TASK REQUIREMENTS:
I would like every line of the records below that contains the word "Worth" copied.
____
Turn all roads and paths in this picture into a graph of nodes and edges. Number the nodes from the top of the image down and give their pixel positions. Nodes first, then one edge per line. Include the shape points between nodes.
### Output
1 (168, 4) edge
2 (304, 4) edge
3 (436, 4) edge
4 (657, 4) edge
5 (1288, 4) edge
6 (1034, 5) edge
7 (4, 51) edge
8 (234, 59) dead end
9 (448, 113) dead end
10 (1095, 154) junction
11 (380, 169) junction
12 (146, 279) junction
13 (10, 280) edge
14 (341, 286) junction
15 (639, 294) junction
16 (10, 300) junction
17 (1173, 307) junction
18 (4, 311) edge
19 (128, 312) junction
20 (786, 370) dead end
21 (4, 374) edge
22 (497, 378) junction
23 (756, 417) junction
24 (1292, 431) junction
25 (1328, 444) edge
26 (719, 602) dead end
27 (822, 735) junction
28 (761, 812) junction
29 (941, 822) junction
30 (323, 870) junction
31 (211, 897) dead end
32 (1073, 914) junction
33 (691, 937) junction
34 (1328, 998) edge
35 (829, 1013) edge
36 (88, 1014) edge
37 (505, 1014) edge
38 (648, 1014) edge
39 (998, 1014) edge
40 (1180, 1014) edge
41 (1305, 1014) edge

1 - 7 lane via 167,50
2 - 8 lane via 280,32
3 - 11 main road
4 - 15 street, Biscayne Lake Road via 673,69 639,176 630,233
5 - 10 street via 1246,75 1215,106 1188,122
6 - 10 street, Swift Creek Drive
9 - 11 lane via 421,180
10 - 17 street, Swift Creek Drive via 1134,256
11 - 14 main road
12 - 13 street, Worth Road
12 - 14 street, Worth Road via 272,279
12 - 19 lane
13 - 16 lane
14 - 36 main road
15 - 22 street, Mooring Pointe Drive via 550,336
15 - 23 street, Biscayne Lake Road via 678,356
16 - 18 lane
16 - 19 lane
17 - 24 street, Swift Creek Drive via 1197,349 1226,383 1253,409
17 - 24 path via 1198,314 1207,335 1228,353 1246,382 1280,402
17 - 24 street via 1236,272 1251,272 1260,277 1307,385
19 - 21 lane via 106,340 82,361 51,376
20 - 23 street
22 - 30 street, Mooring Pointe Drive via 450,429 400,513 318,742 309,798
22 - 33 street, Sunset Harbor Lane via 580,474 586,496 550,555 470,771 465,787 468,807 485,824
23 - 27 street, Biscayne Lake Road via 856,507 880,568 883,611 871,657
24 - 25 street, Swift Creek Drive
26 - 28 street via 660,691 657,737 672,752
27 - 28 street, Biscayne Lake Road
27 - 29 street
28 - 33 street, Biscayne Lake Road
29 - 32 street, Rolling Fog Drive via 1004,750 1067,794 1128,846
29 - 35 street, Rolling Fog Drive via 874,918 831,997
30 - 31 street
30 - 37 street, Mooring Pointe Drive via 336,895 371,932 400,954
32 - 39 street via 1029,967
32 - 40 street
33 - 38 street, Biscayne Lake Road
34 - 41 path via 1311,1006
____
WORKED SOLUTION:
12 - 13 street, Worth Road
12 - 14 street, Worth Road via 272,279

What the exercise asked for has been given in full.